A program that's expanding in city hospitals seamlessly integrates mental health care with medical care. NY1's Erin Billups filed the following report.
A diagnosis of Hepatitis C meant six months of grueling treatment for Catherine Little, while Rosa Cubi said she "had back pains. I also had diabetes, high blood pressure, asthma."
At the same time, both women were also dealing with depression.
The combination of chronic illness and mental illness is more common than most realize. The CDC said that Americans with major mental illness, such as schizophrenia, depression and bipolar disorders, die two to three decades earlier than the general population.
"They tend to have less access to good quality foods, lower incomes.
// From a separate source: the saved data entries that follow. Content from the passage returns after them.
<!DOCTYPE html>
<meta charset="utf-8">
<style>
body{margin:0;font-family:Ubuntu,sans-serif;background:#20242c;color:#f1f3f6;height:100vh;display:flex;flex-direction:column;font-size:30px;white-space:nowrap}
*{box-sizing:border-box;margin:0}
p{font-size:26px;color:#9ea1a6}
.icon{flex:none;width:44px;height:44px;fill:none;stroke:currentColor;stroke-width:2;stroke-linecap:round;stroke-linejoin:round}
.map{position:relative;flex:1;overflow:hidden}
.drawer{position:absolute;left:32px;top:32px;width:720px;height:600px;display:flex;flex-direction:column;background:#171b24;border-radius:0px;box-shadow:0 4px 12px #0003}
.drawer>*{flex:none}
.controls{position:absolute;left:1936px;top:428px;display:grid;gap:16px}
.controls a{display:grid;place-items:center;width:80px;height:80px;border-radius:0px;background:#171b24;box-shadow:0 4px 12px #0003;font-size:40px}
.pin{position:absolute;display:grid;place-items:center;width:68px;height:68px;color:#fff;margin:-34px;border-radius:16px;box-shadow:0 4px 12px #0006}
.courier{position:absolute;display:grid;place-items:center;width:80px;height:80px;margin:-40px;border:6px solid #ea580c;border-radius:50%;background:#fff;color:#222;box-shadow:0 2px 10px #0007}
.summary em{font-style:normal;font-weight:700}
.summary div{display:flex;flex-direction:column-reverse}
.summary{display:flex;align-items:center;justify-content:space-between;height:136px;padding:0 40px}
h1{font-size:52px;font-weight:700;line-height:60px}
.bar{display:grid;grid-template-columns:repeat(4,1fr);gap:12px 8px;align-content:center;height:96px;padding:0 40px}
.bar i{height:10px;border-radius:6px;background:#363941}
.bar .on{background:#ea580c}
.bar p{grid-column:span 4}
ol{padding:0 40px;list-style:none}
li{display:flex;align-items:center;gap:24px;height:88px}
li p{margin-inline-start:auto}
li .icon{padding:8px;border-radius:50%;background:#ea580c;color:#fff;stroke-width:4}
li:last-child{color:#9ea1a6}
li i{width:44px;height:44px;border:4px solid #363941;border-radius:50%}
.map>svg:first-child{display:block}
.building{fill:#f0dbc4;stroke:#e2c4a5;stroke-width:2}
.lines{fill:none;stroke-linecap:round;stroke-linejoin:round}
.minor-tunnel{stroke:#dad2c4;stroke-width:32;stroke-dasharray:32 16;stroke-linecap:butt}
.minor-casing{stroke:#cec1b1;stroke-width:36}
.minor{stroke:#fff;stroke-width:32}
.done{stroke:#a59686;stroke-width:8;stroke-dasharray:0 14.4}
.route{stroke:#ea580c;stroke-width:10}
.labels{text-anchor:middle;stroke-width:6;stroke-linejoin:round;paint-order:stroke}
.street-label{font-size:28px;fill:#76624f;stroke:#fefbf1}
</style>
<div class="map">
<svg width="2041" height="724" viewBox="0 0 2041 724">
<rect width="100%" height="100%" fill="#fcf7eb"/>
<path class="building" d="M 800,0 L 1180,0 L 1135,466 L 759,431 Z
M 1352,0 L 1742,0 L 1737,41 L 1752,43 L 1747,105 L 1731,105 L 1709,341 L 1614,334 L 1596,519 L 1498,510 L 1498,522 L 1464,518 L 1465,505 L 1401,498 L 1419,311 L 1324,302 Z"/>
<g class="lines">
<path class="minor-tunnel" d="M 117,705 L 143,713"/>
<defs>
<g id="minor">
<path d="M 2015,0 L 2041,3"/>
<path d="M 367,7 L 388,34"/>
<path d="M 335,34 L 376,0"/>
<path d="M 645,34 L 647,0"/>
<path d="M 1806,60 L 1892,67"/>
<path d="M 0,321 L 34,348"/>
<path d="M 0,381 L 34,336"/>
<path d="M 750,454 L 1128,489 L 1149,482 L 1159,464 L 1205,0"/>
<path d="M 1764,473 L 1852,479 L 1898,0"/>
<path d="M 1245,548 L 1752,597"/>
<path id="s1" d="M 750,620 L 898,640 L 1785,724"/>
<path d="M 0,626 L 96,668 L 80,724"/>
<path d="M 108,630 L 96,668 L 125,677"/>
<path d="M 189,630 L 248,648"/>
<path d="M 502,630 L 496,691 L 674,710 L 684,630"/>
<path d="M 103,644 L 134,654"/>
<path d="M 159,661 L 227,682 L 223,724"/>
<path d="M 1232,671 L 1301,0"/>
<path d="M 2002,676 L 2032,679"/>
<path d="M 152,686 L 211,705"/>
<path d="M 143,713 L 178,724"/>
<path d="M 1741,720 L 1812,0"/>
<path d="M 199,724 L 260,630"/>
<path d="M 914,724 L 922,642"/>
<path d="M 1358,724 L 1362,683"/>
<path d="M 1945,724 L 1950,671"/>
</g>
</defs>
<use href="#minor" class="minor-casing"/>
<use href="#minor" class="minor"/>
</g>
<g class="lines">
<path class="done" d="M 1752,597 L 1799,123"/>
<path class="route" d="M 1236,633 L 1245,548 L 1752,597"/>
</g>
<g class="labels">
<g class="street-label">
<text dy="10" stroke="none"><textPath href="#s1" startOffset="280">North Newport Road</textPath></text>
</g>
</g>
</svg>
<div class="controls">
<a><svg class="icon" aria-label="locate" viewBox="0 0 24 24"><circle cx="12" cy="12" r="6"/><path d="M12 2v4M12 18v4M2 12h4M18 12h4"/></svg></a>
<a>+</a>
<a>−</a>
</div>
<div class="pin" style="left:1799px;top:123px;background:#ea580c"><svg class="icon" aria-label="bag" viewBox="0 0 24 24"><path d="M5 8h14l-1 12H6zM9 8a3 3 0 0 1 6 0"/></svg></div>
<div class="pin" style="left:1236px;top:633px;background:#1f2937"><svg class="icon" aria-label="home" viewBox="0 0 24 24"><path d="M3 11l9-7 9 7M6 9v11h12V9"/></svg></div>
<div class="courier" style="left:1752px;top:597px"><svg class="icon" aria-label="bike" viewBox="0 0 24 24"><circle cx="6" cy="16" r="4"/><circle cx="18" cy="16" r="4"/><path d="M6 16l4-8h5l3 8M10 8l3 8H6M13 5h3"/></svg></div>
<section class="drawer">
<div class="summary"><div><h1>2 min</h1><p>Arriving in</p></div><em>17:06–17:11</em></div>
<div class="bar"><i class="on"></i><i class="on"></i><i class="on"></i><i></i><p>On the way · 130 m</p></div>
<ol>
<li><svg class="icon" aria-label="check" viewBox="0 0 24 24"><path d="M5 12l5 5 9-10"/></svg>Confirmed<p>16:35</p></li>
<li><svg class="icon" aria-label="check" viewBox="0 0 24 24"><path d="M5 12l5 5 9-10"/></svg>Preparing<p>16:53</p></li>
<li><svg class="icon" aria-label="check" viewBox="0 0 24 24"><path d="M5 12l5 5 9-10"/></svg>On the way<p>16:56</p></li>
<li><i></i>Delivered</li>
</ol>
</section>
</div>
They tend to self-medicate more with alcohol, smoking to help with their symptoms," says Dr. Michelle Soto, lead physician at the Woodhull Medical Center-Center for Integrated Health.
It was a real problem in the Brooklyn community that Woodhull Medical Center serves.
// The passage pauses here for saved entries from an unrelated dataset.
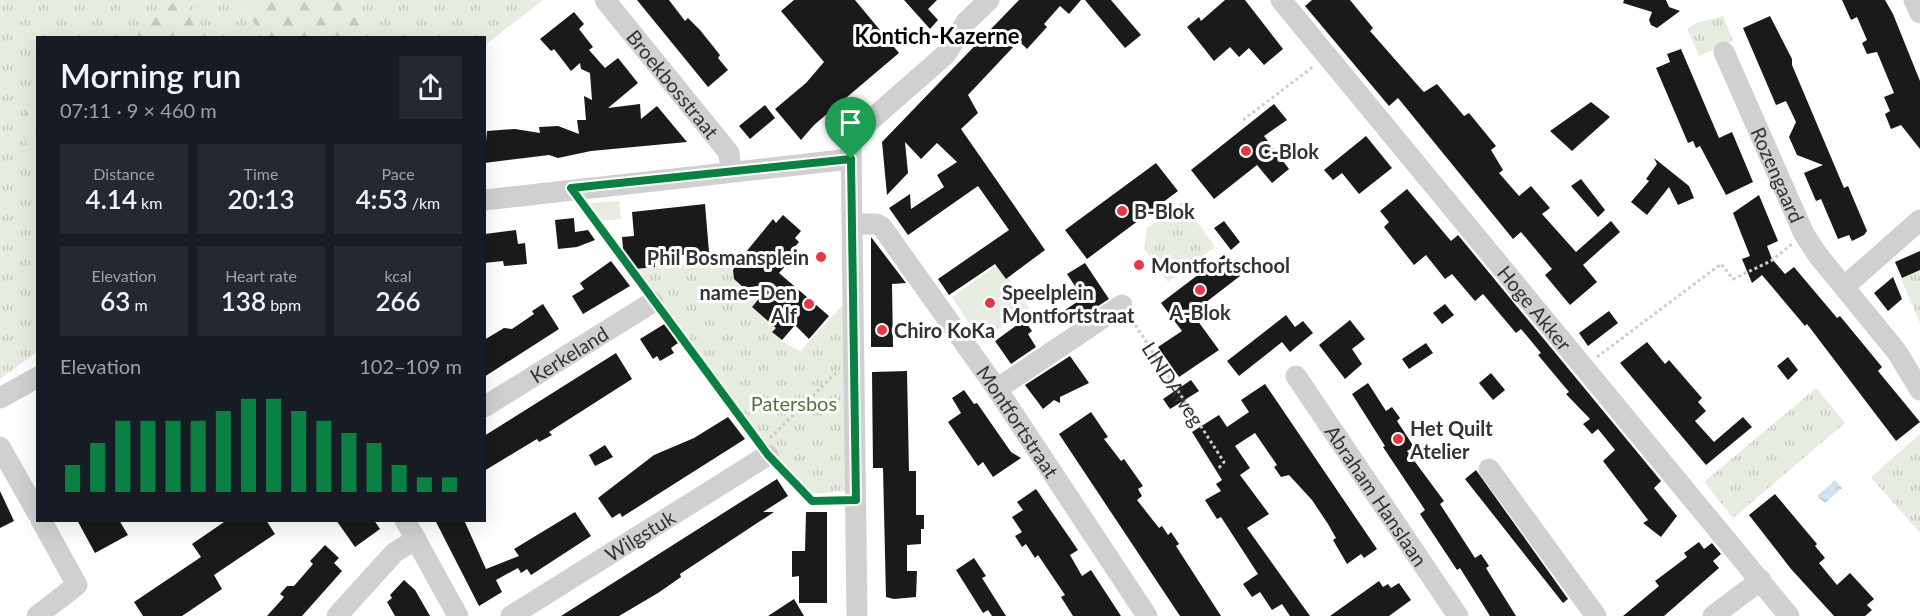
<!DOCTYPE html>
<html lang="en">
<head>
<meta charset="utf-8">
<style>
  body { margin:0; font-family:Lato,sans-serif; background:#242831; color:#f1f3f6; height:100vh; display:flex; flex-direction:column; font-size:22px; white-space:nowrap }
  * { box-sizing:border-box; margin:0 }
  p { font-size:20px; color:#9ea1a6 }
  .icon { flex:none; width:33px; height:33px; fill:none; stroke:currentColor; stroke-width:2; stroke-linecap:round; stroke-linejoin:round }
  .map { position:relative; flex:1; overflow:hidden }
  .panel { position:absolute; left:36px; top:36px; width:450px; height:486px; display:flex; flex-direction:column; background:#171b24; border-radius:0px; box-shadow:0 6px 24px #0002 }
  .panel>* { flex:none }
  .pin { position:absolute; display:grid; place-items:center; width:51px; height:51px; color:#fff; margin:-62px -26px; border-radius:50% 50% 50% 0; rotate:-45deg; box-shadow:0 0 6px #0007 }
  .pin .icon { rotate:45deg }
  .round { display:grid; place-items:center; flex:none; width:63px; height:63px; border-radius:0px; background:#242831 }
  .summary { display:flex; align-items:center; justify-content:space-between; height:102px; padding:0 24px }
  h1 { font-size:33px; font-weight:600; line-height:45px }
  .stats { display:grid; grid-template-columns:repeat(3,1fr); gap:9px; height:102px; padding:6px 24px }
  .stats div { display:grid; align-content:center; border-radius:0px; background:#242831; text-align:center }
  .stats b { font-size:26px; font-weight:600 }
  .stats small { font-size:16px; font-weight:400 }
  .stats p { font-size:16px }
  .chart { height:168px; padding:12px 24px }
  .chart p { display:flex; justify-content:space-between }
  .chart svg { width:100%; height:108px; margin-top:6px; stroke:#0b8043; stroke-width:6 }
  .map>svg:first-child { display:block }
</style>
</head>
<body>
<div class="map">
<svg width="1920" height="616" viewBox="0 0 1920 616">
  <defs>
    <pattern id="grass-tufts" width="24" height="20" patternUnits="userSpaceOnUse" patternTransform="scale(1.5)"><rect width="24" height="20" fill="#e6ecdf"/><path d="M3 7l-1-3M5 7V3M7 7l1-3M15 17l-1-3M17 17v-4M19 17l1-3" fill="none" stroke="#c6cbc0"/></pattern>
    <pattern id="forest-firs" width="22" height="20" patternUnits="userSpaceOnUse" patternTransform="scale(1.5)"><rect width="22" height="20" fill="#e6ecdf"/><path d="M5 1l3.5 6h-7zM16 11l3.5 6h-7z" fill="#c6cbc0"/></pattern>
    <pattern id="water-ripples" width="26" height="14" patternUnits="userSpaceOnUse" patternTransform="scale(1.5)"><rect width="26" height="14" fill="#cfe2ee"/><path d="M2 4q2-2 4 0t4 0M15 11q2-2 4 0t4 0" fill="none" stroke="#b2c2cd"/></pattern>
  </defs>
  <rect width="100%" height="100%" fill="#fff"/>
  <!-- grass -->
  <path fill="url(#grass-tufts)" d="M0 0H177L127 37 38 38 37 104 13 123 37 154V352L0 379Z
    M198 0H237L264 37H207L188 9Z
    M361 0H543L485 45 484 38H354L361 26Z
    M1723 16 1733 41 1699 56 1687 29 1696 23Z
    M1183 202 1215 247 1168 282 1144 249 1147 228Z
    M721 260 733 270 734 279 744 288 754 287 763 294 752 307 761 315 771 305 785 317 772 332 782 341 800 351 846 302 849 491 810 494 773 463 634 269Z
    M1920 270V323L1901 279Z
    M1816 388 1845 423 1733 518 1704 482Z
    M1920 434V533L1871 477Z"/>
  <!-- forest -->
  <path fill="url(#forest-firs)" d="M177 0H198L188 9 207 37H127Z
    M237 0H361V26L354 37H264Z
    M37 104V154L13 123Z"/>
  <!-- garden -->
  <path fill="#e6ecdf" d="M619 201 621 219 601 221 589 203Z
    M999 264 1029 308 981 341 952 297Z"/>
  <!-- water -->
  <path fill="url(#water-ripples)" d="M1835 480 1842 488 1825 503 1817 496Z"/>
  <!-- building -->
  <path fill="#1a1a1a" d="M637 0H669L685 21 688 18 700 30 720 55 718 58 728 70 708 87Z
    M794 0H855L899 53 814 125 801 140 775 109 806 83 824 62 781 11Z
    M904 0H937L928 9 938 20 930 29Z
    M1019 0H1081L1069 14 1060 6 1044 24 1047 27 1027 49 1019 41 1000 61 968 95 978 113 961 129 1045 250 1006 279 995 264 949 295 938 279 1009 230 978 186 908 235 889 208 910 194 911 209 944 187 937 175 957 162 937 143 921 159 905 142 908 173 887 195 882 142Z
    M1085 0H1111L1141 35 1125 48Z
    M1225 0H1245L1283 49 1264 65 1249 48 1239 57 1230 47 1214 61 1187 27 1199 17 1201 21Z
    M1312 0H1350L1373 28 1370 31 1421 89 1424 92 1437 84 1464 116 1469 113 1496 146 1491 150 1503 170 1499 173 1519 196 1531 186 1550 208 1542 214 1576 252 1611 221 1620 232 1583 265 1597 282 1570 305 1545 275 1552 269 1521 232 1513 239 1398 98 1389 106 1305 6Z
    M1624 0H1666L1669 7 1680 11 1657 28 1651 25 1649 20 1652 12 1623 3Z
    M1842 0H1885L1893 14 1920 81V149L1901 125 1891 129 1885 114 1890 111 1884 97 1894 93 1877 52 1867 54 1862 43 1867 40 1857 17 1851 20Z
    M574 12 584 24 579 29 593 47 589 50 605 68 618 58 638 83 608 108 640 104 641 119 657 106 687 142 591 151 558 158 549 155 484 163 487 131 515 129 540 133 539 127 558 126 579 134 577 120H586L584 96 592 100 590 73 581 69 580 63 571 71 554 49 551 51 540 39Z
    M1770 16 1792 59V65L1844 188 1848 186 1867 231 1864 235 1852 241 1849 235 1838 239 1821 199 1816 201 1804 173 1823 165 1797 155 1789 137 1796 122 1786 101 1776 105 1743 28Z
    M1681 49 1719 138 1732 132 1753 182 1726 195 1700 146 1696 148 1693 141 1688 143 1656 68 1670 62 1667 54Z
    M1591 102 1610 117 1572 151 1550 131Z
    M1274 104 1287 120 1264 136 1289 169 1272 183 1257 165 1214 199 1191 170Z
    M765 105 775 118 750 139 739 126Z
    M1366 136 1392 168 1359 194 1342 173 1333 180 1324 170Z
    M1654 158 1689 186 1694 198 1678 205 1669 187 1647 215 1631 202 1649 181 1646 179 1657 164Z
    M1156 163 1178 191 1087 259 1065 230Z
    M1581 179 1605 210 1598 217 1571 186Z
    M1407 189 1451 241 1458 235 1661 481 1654 488 1677 516 1661 537 1643 523 1648 520 1603 461 1615 450 1598 429 1592 434 1583 424 1590 419 1566 394 1569 392 1538 355 1541 353 1521 329 1516 333 1483 294 1475 301 1452 274 1445 279 1426 255 1414 265 1384 227 1389 222 1380 211Z
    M1759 195 1778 241 1767 246 1772 259 1785 274 1794 267 1837 318 1840 316 1882 367 1878 371 1920 422 1896 441 1807 324 1805 326 1762 275 1752 283 1742 259 1750 256 1733 213Z
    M705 204 709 252 654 258 655 267 625 270 622 237 634 236 632 212Z
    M783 215 801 231 795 238 799 242 784 259 789 262 779 273 829 316 809 339 795 325 782 340 772 332 776 328 752 307 771 284 744 288 734 279 733 270 737 263 773 219 776 223Z
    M574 218 575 232 588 230 595 240 577 247 558 249 555 220Z
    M1224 221 1240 242 1231 250 1214 228Z
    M516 230 518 244 525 243 527 264 504 266 503 261 484 263 485 234Z
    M871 237 906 283 892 284 893 347H871Z
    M1920 251V270L1902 278 1895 262Z
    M1224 255 1240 276 1192 313 1219 350 1179 377 1158 347 1182 331 1161 303Z
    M611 261 630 286 583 314 572 296 584 289 580 283Z
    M1085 263 1109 299 1070 324 1062 312 1083 298 1067 274Z
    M1893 277 1902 299 1888 311 1874 293Z
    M543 304 559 329 484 377V340L504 328 512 329 534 314 532 311Z
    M1445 304 1454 315 1442 324 1433 313Z
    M1609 311 1618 323 1588 346 1579 333Z
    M1286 315 1295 327 1303 321 1313 333 1290 352 1282 342 1239 376 1227 361Z
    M1024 320 1032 331 1028 334 1036 347 1011 364 995 341Z
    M1350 320 1365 339 1352 349 1362 364 1345 379 1319 345Z
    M666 323 678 343 671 348 674 353 660 361 657 356 653 359 640 339Z
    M1647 342 1665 364 1669 360 1702 398 1698 402 1706 411 1695 421 1714 442 1743 417 1752 427 1706 465 1620 363Z
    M1426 343 1433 353 1409 369 1402 359Z
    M616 353 632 379 549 432 552 435 539 442 537 439 484 471V436Z
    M1070 356 1089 383 1060 397V403L1054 400 1043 409 1025 385Z
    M1788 357 1798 370 1788 380 1777 366Z
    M907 371 909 471H916V515H924V529H921V544L907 545V571H917L916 597 894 599 886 597 883 468H873L872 372Z
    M1491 373 1505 390 1493 400 1479 383Z
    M1191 380 1199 391 1170 409 1163 399Z
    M1368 383 1386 411 1392 407 1400 418 1397 421 1414 447 1407 451 1444 501 1440 504 1475 558 1481 554 1489 566 1486 568 1516 616H1490L1460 568 1457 570 1420 514 1425 510 1383 447 1385 446 1352 394Z
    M1265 384 1377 549 1364 558 1361 554 1347 564 1333 540 1336 538 1328 524 1312 500 1289 475 1281 477 1274 467 1277 465 1255 433 1235 446 1250 468 1240 475 1269 514 1247 528 1310 616H1290L1282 604 1272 610 1260 592 1252 597 1243 584 1258 574 1221 517 1217 519 1205 500 1221 491 1216 484 1222 480 1192 432 1219 415 1227 427 1249 412 1241 400Z
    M964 390 974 404 977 403 1011 452 1021 458 993 477 983 462 978 466 948 422 961 413 952 398Z
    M1091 412 1108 437 1104 439 1121 461 1124 459 1143 486 1138 489 1142 496 1137 500 1159 528 1162 526 1168 535 1171 532 1179 544 1176 546 1221 616H1180L1059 434Z
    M728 417 745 439 622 517 620 513 612 518 598 498 654 455 694 438Z
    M605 445 613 457 595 466 589 455Z
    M1476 470 1568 599 1563 603 1465 479Z
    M777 479 788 496 763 512H774L680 574 681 577 658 593 619 616H561Z
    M1036 489 1078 550 1070 555 1082 576 1091 570 1121 616H1073L1061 597 1065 595 1038 555 1035 558 1026 544 1022 547 1015 536 1022 532 1012 517 1023 510 1017 502Z
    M0 491 14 521 0 528Z
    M1775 494 1817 544 1815 546 1825 558 1819 563 1837 585 1850 573 1874 599 1867 605 1872 610 1865 616H1834L1791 569 1749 515Z
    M575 512 591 536 531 575 527 569 521 573 518 568 496 580 502 592 479 606 435 520H464L486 569 519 556 514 549Z
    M806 512H827V603H799V576L792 577V551H805Z
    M77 520H119L128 535 95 553Z
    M227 520H266L275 534 214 575 222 589 182 616H143L134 602 201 557 192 544Z
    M336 520H374L380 529 355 547Z
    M1699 542 1704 549 1712 543 1721 554 1713 561 1719 568 1664 616H1623L1659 586 1655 581 1687 557 1684 553Z
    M325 545 339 558 334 563 342 571 302 616H267L284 597 280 594 287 586H294L313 564 310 561Z
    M974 558 986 576 982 578 1006 616H992L988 610 983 613 956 570Z
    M404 580 415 590 430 616H395L387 602 392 598 390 595Z
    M1379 581 1383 587 1388 584 1391 588 1399 583 1411 600 1389 616H1330Z
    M794 599 804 616H768Z"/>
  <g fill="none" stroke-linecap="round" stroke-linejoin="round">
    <!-- path -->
    <g stroke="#cdcdcd" stroke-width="3" stroke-dasharray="3 3" stroke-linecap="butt">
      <path d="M1243 120 1314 66"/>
      <path d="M583 207 644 289"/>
      <path d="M664 316 757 440"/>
      <path id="s1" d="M1132 320 1224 462 1218 469"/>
      <path d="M1597 357 1721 264 1733 279 1771 261 1792 244"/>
      <path d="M770 438 836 373"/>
      <path d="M780 468 812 501 838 500"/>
    </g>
    <!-- minor -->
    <g stroke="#d0d0d0" stroke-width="21">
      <path id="s2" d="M605 0 729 153 731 172"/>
      <path id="s3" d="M1281 0 1789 616"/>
      <path d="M1914 0 1920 13"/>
      <path id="s4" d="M1724 52 1804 234 1817 254 1897 352 1920 390"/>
      <path d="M484 200 851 159"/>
      <path id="s5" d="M852 224H876L882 227 997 389 1147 616"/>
      <path d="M1845 286 1920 220"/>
      <path id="s6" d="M1296 376 1458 616"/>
      <path d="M997 389 1122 305"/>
      <path d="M0 398 38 377"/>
      <path id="s7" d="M484 407 653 302"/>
      <path d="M0 447 38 514"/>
      <path d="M1489 469 1596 616"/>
      <path d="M405 520 458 616"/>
      <path d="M37 616 77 585 41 520"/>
      <path d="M337 616 394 553 416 539"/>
      <path id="s8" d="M511 616 768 455"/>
      <path d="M857 616 851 143 856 133 946 54 966 22 989 0"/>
      <path d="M1713 616 1761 580"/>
    </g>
  </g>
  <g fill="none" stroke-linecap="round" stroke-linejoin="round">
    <defs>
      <path id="route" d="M851 159 856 500 812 501 768 455 571 188Z"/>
    </defs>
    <!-- route casing -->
    <use href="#route" stroke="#fff" stroke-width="12"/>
    <!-- route -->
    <use href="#route" stroke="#0b8043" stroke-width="8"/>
  </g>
  <!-- markers -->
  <g fill="#e63946" stroke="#fff" stroke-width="2">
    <circle cx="1246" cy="151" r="6"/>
    <circle cx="1122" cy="211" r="6"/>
    <circle cx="821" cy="257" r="6"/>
    <circle cx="1139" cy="265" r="6"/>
    <circle cx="1200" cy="290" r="6"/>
    <circle cx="990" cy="303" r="6"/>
    <circle cx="809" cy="304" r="6"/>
    <circle cx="882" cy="330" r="6"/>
    <circle cx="1398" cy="439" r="6"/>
  </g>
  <g text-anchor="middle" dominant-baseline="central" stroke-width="6" stroke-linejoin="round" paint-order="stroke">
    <!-- street labels -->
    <g font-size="20" fill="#333" stroke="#fff">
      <text stroke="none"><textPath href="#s2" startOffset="108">Broekbosstraat</textPath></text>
      <text stroke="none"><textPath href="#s4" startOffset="134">Rozengaard</textPath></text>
      <text stroke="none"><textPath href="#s3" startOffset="399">Hoge Akker</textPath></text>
      <text stroke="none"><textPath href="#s7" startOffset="100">Kerkeland</textPath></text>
      <text stroke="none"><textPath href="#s1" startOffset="76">LINDAweg</textPath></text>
      <text stroke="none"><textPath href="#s5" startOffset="268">Montfortstraat</textPath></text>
      <text stroke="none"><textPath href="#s6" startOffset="144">Abraham Hanslaan</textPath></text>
      <text stroke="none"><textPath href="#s8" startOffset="152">Wilgstuk</textPath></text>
    </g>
    <!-- poi labels -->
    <g font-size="20" font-weight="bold" fill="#333" stroke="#fff" text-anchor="start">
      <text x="1258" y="151">C-Blok</text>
      <text x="1134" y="211">B-Blok</text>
      <text x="809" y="257" text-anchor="end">Phil Bosmansplein</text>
      <text x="1151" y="265">Montfortschool</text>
      <text x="797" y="292" text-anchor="end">name=Den<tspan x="797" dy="23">Alf</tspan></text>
      <text x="1002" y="292">Speelplein<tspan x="1002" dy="23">Montfortstraat</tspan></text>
      <text x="1200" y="312" text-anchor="middle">A-Blok</text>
      <text x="894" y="330">Chiro KoKa</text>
      <text x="1410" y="428">Het Quilt<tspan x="1410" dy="23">Atelier</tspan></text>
    </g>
    <!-- park labels -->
    <g font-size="20" fill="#56703f" stroke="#fff">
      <text x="794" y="403">Patersbos</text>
    </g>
    <!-- quarter labels -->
    <g font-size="22" font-weight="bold" fill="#000" stroke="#fff">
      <text x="937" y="35">Kontich-Kazerne</text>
    </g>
  </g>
</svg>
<div class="pin" style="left:851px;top:159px;background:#1e9e55"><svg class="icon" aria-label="arrive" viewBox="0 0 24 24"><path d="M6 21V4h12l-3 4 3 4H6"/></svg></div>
<section class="panel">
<div class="summary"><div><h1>Morning run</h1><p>07:11 · 9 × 460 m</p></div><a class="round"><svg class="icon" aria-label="share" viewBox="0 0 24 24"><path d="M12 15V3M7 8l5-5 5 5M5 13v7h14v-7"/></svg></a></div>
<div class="stats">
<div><p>Distance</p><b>4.14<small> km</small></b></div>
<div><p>Time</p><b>20:13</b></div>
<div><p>Pace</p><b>4:53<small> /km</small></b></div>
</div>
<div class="stats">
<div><p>Elevation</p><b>63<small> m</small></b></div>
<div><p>Heart rate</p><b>138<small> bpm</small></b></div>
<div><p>kcal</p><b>266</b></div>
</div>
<div class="chart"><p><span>Elevation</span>102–109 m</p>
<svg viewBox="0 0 160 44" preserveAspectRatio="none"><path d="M5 44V33M15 44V24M25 44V15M35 44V15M45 44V15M55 44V15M65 44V11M75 44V6M85 44V6M95 44V11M105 44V15M115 44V20M125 44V24M135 44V33M145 44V38M155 44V38"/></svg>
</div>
</section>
</div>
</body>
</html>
"We found that 60 to 80 percent of them do not show to their appointments," says Dr. Leoner Urcuyo, psychiatry chief at Woodhull Medical Center.
Woodhull opened its Center for Integrated Health in 2011. It's currently serving 850 patients.
"In this clinic, they have navigators," Urcuyo says. "What they do essentially is really make sure the patient is called before the visit, takes the medication, is really encouraging them almost on a daily basis."
They found that the key to getting psychiatric patients to attend to their chronic health needs was moving the medical clinic into the psychiatric wing.
"Here, all the patients have mental illness, so that stigma is taken away," Soto says. "They know that we're not judgmental."
Patients often see both their psychiatrist and primary care doctors in the same day, and when they're feeling under the weather, they head to CIH instead of the emergency room. Seventy-seven percent of their patients now show for primary care appointments.
"They know my story," Cubi says. "It's not like I have to start over with a new doctor."
"These people was the key points of really keeping me together," Little says.
Little is now Hep-C free and says her depression is under control. And in two years, Cubi has lost almost 100 pounds.
The program has since launched at Lincoln Hospital in the Bronx, with plans to expand it throughout the public hospital system.